What to do: From the first line to the last, copy the listing exactly and omit the images.

##########

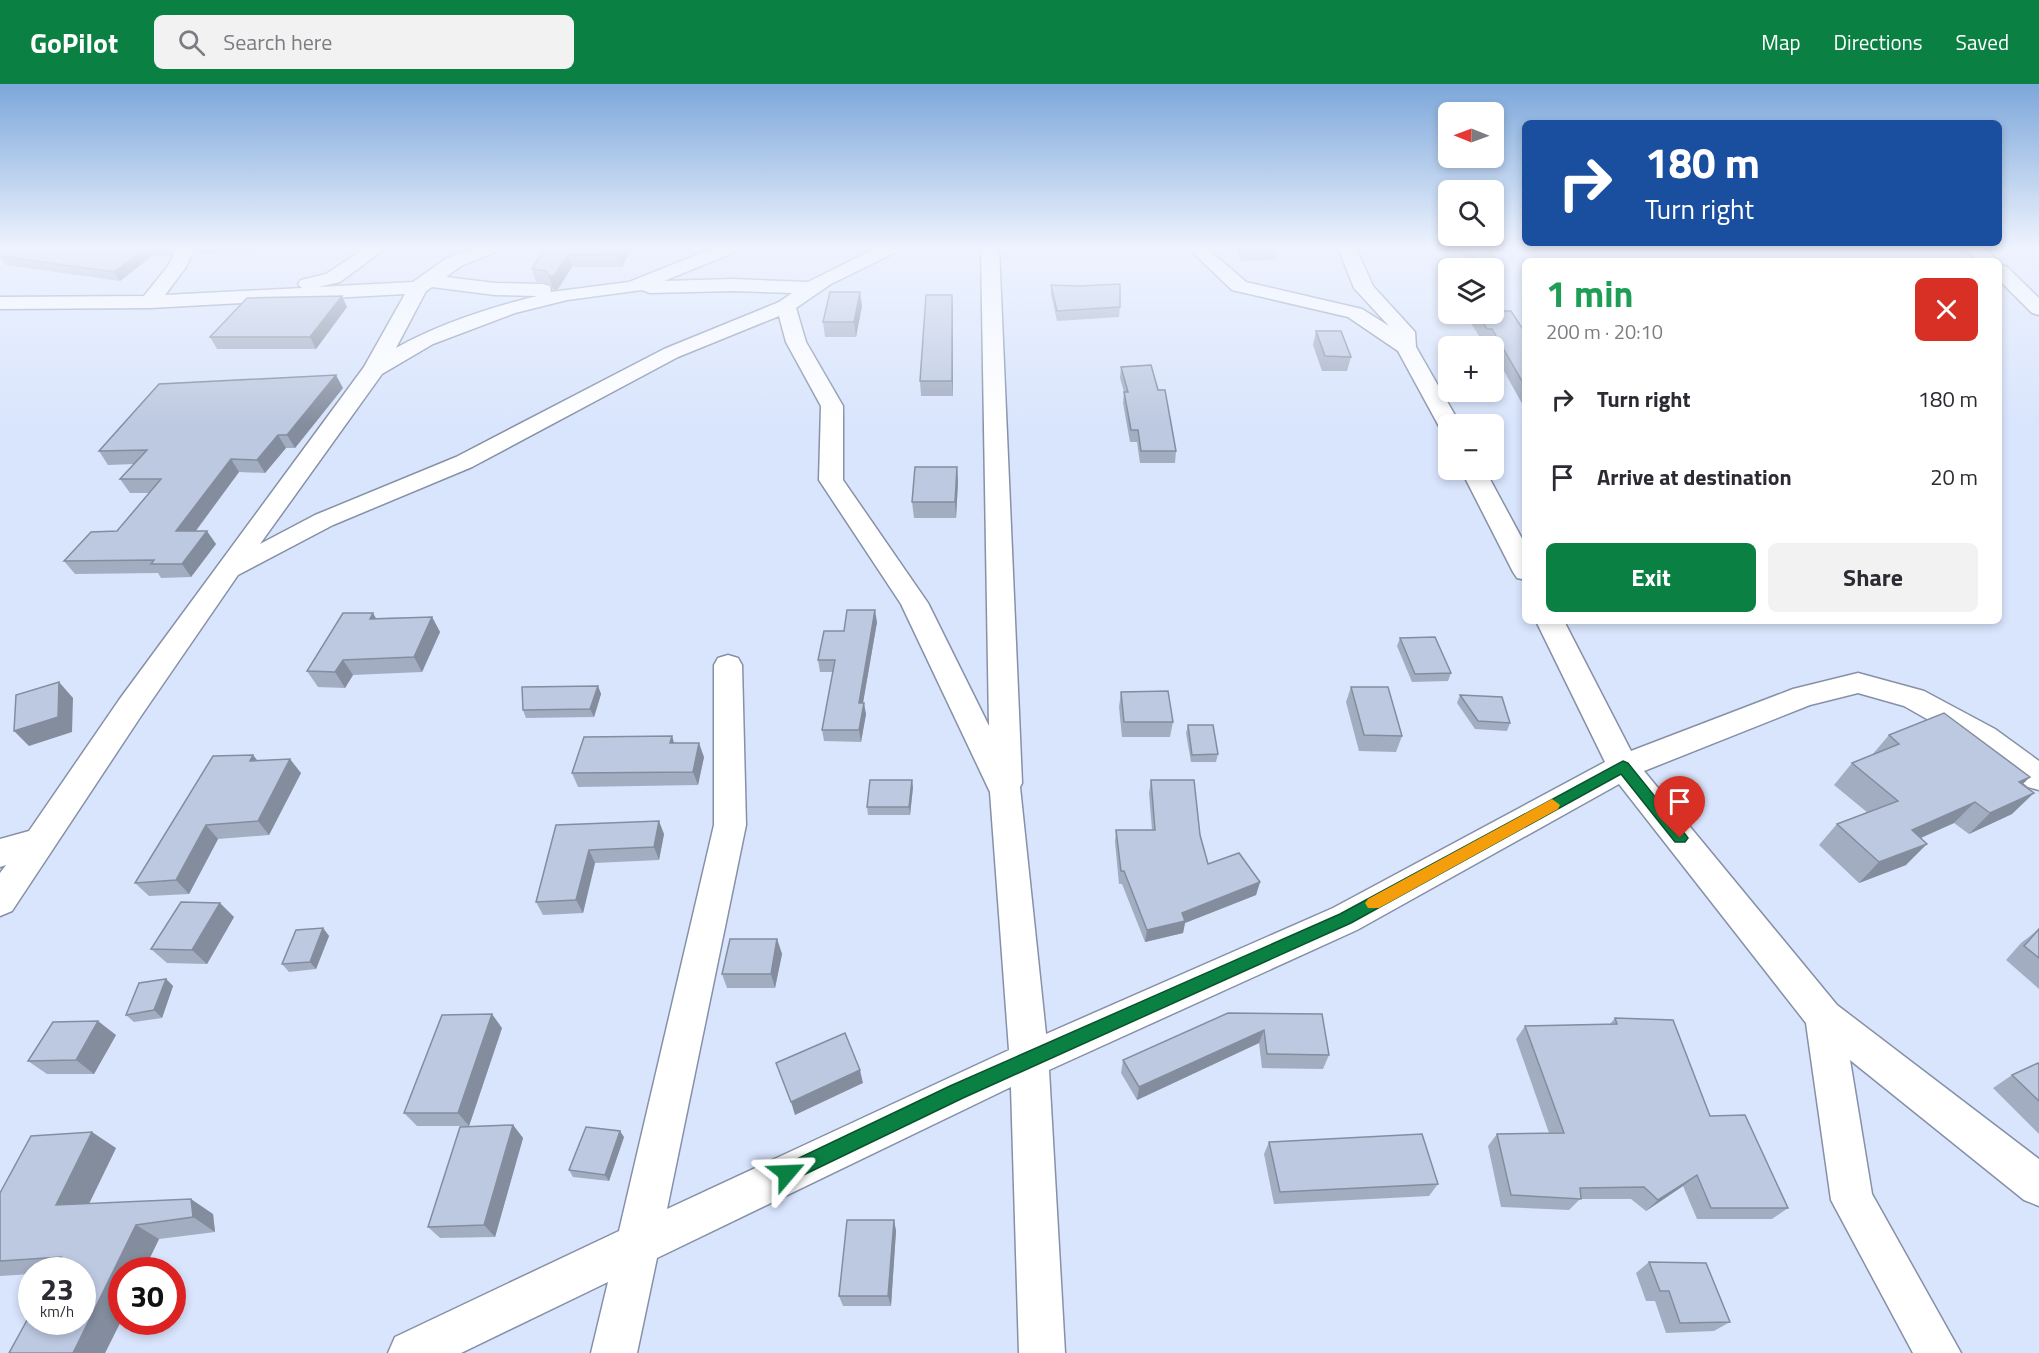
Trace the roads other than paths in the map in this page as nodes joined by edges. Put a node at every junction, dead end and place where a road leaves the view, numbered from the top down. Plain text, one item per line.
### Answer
1 (409, 307) edge
2 (515, 307) edge
3 (783, 307) edge
4 (786, 307) edge
5 (992, 307) edge
6 (1330, 307) edge
7 (1382, 307) edge
8 (1406, 347) junction
9 (374, 369) junction
10 (1443, 414) edge
11 (1478, 480) edge
12 (1522, 564) edge
13 (230, 570) junction
14 (1552, 624) edge
15 (728, 665) dead end
16 (1623, 766) junction
17 (2039, 778) edge
18 (1006, 792) junction
19 (40, 841) junction
20 (0, 854) edge
21 (0, 901) edge
22 (1824, 1017) junction
23 (1029, 1060) junction
24 (2039, 1185) edge
25 (638, 1245) junction
26 (411, 1353) edge
27 (614, 1353) edge
28 (1042, 1353) edge
29 (1938, 1353) edge

1 - 9 street
2 - 9 street
3 - 13 street
4 - 18 street
5 - 18 street
6 - 8 street
7 - 8 street
8 - 10 street
9 - 13 street
11 - 12 street
13 - 19 street
14 - 16 street
15 - 25 street
16 - 17 street
16 - 22 street
16 - 23 street
18 - 23 street
19 - 20 street
19 - 21 street
22 - 24 street
22 - 29 street
23 - 25 street
23 - 28 street
25 - 26 street
25 - 27 street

##########

Result of this exercise:
Trace the roads other than paths in the map in this page as nodes joined by edges. Put a node at every junction, dead end and place where a road leaves the view, numbered from the top down. Plain text, one item per line.
### Answer
1 (409, 307) edge
2 (515, 307) edge
3 (783, 307) edge
4 (786, 307) edge
5 (992, 307) edge
6 (1330, 307) edge
7 (1382, 307) edge
8 (1406, 347) junction
9 (374, 369) junction
10 (1443, 414) edge
11 (1478, 480) edge
12 (1522, 564) edge
13 (230, 570) junction
14 (1552, 624) edge
15 (728, 665) dead end
16 (1623, 766) junction
17 (2039, 778) edge
18 (1006, 792) junction
19 (40, 841) junction
20 (0, 854) edge
21 (0, 901) edge
22 (1824, 1017) junction
23 (1029, 1060) junction
24 (2039, 1185) edge
25 (638, 1245) junction
26 (411, 1353) edge
27 (614, 1353) edge
28 (1042, 1353) edge
29 (1938, 1353) edge

1 - 9 street
2 - 9 street
3 - 13 street
4 - 18 street
5 - 18 street
6 - 8 street
7 - 8 street
8 - 10 street
9 - 13 street
11 - 12 street
13 - 19 street
14 - 16 street
15 - 25 street
16 - 17 street
16 - 22 street
16 - 23 street
18 - 23 street
19 - 20 street
19 - 21 street
22 - 24 street
22 - 29 street
23 - 25 street
23 - 28 street
25 - 26 street
25 - 27 street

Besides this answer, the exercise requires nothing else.